Adult inpatients in a palliative care unit or hospice with capacity to consent

What does the study involve?
1. Compare what happens when 10 hospices test our new approach, alongside 10 hospices who continue their normal ways of working
2. Assess the cost-effectiveness of our approach
3. Look at how our approach works in different hospices and what makes it work well
4. Explore how to adapt our approach for use in different settings, such as care homes and people’s own homes

How have people with experience helped?
The original project was supported and guided by four people with personal experience of caring for a loved one with delirium. People with personal experience, in partnership with hospice staff, also helped to co-design our new approach. In developing this next stage, the researchers reached out to involve new people with different perspectives and backgrounds. They agreed that reducing delirium would make a big difference to distress and could reduce ‘downward spirals’ in people’s day-to-day abilities. They commented on overall design and study materials, e.g. highlighting the importance of including hospices in ethnically-diverse areas and producing study materials in languages other than English. Someone who has a valuable mixture of personal and professional experience of delirium in a hospice setting will join the research team as a public co-applicant. They will chair the public advisory group, help analyse interview data, and help to run our planned workshops.

What are the possible benefits and risks of participating?
Palliative care patients who agree to participate in research can find the opportunity to discuss their care and how it can inform the provision of palliative care in the future helpful. Given this project is about embedding evidence-based guideline-recommended delirium care in practice, patients receiving care after the hospice starts to use CLECC-Pal to help do this may result in better patient care and a reduction in delirium.
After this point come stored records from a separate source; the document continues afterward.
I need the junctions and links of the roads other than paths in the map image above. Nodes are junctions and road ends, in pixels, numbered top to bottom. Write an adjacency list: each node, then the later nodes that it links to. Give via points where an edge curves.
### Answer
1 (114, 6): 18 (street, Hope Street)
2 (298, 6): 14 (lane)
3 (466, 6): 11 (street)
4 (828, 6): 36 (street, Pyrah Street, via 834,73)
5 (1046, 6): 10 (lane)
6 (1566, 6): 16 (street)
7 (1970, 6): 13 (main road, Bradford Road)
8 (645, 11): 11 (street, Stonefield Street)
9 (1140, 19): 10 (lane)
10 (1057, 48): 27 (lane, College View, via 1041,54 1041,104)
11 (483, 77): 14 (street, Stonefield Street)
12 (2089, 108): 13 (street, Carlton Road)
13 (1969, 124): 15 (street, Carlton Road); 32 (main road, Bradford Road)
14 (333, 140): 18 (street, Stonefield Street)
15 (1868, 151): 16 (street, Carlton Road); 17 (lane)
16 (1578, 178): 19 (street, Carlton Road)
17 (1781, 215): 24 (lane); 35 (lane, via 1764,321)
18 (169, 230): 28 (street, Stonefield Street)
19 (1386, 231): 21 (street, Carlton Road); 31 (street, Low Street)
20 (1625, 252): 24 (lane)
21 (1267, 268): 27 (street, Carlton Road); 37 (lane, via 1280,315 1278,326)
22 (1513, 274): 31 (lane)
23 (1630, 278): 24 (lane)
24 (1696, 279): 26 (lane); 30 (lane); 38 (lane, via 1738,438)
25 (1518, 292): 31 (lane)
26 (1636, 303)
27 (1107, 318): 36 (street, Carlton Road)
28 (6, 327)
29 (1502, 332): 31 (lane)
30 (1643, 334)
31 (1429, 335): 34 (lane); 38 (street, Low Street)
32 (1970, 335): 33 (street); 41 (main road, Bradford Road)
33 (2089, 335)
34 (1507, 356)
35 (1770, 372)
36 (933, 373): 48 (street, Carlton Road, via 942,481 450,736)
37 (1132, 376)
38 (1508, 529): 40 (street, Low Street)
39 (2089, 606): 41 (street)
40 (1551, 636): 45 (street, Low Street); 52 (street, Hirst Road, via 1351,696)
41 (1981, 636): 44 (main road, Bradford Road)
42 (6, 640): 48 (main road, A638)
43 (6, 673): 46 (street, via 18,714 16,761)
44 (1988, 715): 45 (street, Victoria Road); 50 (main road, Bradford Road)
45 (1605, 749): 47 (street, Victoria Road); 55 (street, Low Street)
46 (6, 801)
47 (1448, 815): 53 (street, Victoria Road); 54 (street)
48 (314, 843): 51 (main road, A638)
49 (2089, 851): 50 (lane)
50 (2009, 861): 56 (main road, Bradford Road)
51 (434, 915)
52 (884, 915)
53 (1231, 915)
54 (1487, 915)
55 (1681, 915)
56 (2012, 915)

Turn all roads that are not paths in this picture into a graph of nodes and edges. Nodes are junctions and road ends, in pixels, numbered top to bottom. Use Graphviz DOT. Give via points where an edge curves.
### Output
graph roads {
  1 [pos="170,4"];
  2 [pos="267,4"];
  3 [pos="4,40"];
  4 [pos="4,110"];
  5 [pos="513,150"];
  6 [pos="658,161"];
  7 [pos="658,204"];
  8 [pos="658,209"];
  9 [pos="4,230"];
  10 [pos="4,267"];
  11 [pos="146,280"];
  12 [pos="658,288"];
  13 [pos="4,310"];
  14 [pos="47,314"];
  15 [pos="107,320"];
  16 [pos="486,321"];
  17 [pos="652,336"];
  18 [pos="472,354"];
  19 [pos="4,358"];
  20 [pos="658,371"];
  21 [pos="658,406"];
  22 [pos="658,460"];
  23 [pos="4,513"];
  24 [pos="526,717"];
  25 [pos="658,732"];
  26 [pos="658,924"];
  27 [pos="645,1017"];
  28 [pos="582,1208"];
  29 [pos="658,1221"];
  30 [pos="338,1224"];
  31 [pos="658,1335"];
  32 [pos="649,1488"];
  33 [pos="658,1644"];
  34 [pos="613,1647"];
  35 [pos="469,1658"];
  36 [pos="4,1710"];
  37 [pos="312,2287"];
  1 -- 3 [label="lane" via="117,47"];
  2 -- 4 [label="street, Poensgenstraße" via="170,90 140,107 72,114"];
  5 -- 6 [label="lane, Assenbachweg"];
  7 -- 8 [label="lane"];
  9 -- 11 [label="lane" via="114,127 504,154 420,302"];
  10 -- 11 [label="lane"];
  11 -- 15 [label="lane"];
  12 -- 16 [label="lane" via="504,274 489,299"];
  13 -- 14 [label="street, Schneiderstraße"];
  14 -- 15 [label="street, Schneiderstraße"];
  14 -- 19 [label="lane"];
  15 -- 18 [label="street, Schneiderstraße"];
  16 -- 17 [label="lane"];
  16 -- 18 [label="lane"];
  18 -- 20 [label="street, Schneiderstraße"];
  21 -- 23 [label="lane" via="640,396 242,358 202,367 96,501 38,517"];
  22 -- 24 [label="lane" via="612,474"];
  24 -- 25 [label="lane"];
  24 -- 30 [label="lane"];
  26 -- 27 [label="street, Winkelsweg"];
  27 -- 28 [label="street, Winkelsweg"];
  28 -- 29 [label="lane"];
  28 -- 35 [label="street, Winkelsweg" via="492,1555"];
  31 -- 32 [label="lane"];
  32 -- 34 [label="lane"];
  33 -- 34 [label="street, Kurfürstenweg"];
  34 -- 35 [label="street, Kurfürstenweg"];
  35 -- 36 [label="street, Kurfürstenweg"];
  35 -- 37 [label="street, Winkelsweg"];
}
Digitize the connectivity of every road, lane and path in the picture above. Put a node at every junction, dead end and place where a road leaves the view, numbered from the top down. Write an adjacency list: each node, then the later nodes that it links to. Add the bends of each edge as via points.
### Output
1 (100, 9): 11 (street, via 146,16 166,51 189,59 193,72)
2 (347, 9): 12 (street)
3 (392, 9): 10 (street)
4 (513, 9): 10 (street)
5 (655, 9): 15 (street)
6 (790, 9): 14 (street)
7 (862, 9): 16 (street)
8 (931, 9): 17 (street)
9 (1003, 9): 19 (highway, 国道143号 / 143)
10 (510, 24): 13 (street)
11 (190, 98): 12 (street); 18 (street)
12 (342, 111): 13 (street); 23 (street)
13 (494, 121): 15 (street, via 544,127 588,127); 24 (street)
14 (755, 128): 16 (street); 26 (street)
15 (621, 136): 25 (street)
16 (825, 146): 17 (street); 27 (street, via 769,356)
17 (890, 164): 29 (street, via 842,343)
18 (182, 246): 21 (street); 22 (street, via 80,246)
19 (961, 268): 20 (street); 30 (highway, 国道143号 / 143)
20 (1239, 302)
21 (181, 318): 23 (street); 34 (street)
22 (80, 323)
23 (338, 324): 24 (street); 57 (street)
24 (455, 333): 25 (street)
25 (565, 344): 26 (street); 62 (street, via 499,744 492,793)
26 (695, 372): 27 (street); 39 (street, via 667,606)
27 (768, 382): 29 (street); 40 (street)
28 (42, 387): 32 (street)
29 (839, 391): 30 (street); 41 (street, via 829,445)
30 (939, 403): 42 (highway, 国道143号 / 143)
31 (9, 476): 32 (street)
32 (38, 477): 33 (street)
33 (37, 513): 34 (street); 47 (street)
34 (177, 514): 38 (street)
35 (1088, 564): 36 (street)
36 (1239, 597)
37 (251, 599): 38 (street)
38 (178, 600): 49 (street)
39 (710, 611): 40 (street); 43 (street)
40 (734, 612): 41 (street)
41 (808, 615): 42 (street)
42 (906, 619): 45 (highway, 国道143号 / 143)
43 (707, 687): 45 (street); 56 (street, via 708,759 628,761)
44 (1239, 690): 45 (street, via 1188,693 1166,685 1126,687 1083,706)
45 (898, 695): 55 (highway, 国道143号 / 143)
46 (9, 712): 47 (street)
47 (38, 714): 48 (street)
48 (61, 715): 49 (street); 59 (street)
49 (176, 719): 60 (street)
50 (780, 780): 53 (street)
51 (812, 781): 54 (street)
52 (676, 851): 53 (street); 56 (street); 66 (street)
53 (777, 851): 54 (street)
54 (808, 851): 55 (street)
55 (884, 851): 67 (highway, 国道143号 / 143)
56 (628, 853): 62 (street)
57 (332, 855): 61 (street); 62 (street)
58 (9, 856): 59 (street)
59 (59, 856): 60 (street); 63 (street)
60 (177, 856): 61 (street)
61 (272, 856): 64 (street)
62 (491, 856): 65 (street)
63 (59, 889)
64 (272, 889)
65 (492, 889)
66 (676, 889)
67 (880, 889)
However, as it is unknown whether CLECC-Pal will be successful in doing this, thus not possible to say for sure that this is the case.

Cluster RCT:
The proposed opt-out process would mean that there would be no study participants in the sense meant by this question, and the intervention does not directly make any changes to patient care. However, processing of patient data introduces a low risk of data breach due to the need to hold identifiable patient information. Steps are being undertaken to mitigate that risk. These steps include the separation of identifiers from study data and the deletion of identifiers when linkage is complete. Further, the technical and operational controls around the environments used to process the data (backed by accreditation) give confidence that risks are minimised.

Process evaluation:
Patients and carers may appreciate the importance of sharing their experiences in an interview as a way of informing improvements in the delivery of care, especially at a stage of life where those experiences are commonly under-researched. Potential risk or burden could occur where symptoms arise (e.g. fatigue, nausea, pain) that make participation in an interview difficult or uncomfortable, but such risks will be minimised by the participation of patients and carers being led by the clinically-informed judgement of the Principal Investigator (or their delegate) at each site regarding the appropriateness or not of approaching patients and/or carers about, or proceeding with, interviews. There will be an ongoing assessment of participants' decision-making capacity, including during the conduct of interviews. Details of how the patient participant identification, screening, consent and interview process will minimise risks and burdens follow below.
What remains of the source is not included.